Monsieur le président, monsieur le ministre, mes chers collègues, le texte dont nous venons de débattre ne marquera pas les annales législatives. Ambigu et imprécis, il est le fruit d'un travail superficiel et d'un souci d'affichage social en période électorale.
Dans les faits, il ne changera pas grand-chose à l'existant, tant les procédures de contournement permettront de le vider de toute substance, au gré du Gouvernement. Il suffira que des parlementaires déposent une proposition de loi ou que le Gouvernement invoque le prétexte de l'urgence pour que l'exécutif puisse reprendre d'une main ce qu'il aura donné de l'autre.
Ce projet de loi ne crée pas d'obligation réelle. Pis encore, il institue une confusion entre la négociation collective, contraignante en droit, et la notion de dialogue social, en rien contraignante ! C'est ainsi se donner, à peu de frais et sans grand engagement, une bonne conscience sociale.
Si dialoguer pour éviter que les conflits ne se cristallisent en affrontements est louable, que ne l'avez-vous fait plus tôt, monsieur le ministre ? Aviez-vous besoin d'un projet de loi pour inciter les partenaires sociaux à s'emparer d'un thème qui les concerne ? Vous le savez bien, les syndicats répondent toujours présents quand on les sollicite, mais, durant cette législature, c'est vous qui les avez écartés de l'élaboration de toutes les lois les concernant.

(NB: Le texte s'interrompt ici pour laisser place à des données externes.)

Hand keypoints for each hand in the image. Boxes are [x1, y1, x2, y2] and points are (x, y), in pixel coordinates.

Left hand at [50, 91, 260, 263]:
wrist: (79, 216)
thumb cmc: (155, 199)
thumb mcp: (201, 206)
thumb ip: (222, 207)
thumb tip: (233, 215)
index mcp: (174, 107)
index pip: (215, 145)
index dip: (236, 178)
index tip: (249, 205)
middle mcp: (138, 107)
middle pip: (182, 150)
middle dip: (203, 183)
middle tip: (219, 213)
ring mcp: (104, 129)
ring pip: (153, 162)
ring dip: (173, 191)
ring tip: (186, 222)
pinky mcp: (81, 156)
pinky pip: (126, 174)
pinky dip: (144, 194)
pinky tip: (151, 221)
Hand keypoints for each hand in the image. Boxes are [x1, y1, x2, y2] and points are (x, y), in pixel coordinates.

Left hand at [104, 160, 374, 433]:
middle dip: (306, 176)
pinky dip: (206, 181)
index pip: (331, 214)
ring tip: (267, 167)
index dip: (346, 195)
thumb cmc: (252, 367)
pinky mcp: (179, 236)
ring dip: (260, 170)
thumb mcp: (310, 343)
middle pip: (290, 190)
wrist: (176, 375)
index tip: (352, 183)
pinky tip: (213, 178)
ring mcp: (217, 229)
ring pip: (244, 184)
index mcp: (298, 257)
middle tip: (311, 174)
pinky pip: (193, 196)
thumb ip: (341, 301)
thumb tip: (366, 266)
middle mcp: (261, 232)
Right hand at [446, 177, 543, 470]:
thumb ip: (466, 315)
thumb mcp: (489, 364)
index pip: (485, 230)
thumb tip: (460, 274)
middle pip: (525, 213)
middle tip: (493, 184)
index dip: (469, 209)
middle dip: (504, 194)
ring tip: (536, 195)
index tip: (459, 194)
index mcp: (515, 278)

En l'espèce, la commande qui vous a été passée par le MEDEF était claire : autonomiser le droit du travail pour faire prévaloir, à terme, le contrat sur la loi. Il faut reconnaître que vous vous êtes montrés, chers collègues de la majorité, les serviteurs zélés de votre clientèle électorale, comme en témoignent les coups portés, au travers du CPE et du CNE, à la notion de contrat de travail.
Même si vous êtes encore au milieu du gué, votre objectif est de plus en plus évident : distinguer ce qui relève de la loi de ce qui relève du dialogue entre les partenaires sociaux.
En soi, ce choix pourrait être intéressant. Cependant, en l'état actuel du rapport de force entre syndicats et patronat, il risque de se révéler nocif pour les droits et la sécurité juridique des salariés.
Si réellement vous vous étiez soucié de la revitalisation du dialogue social, monsieur le ministre, point n'aurait été besoin de ce projet de loi ; relancer les procédures de négociation collective eût suffi.
Si réellement vous aviez souhaité que les négociations entre partenaires sociaux puissent déboucher sur des accords viables et opposables en droit, il aurait fallu revenir aux fondamentaux. Oui, je persiste et je signe : seul le respect de la hiérarchie des normes peut garantir la portée effective et la validité de ces accords.
Si réellement vous aviez voulu développer la culture de l'échange et du compromis et faire du dialogue social autre chose que l'alibi de cinq années de casse du droit du travail, alors vous n'auriez pas choisi d'écarter toute proposition concernant la représentativité des syndicats.
Nul ne conteste que passer d'une culture du conflit à une culture de la négociation est souvent plus agréable et plus efficace pour opérer les réformes que toute société doit affronter. Mais, pour cela, il faut que le rapport de force entre syndicats et patronat soit équilibré.
Monsieur le ministre, la démocratie sociale méritait mieux que ce texte indigent. Néanmoins, nous comprenons que les syndicats, après avoir subi toute une législature votre toute-puissance et s'être vu écartés de toute consultation sur les sujets les concernant, apprécient ce temps de consultation que vous leur promettez.
Nous espérons que, contrairement à ce qui s'est passé pour la loi Fillon de 2004, qui portait déjà sur le dialogue social, vous respecterez cette fois-ci vos engagements. L'expérience nous a malheureusement appris que c'était rarement le cas.
Toutefois, parce que nous comprenons l'importance, pour les syndicats, de disposer de ce temps d'échange et de revendication, le groupe socialiste a choisi de s'abstenir sur ce texte.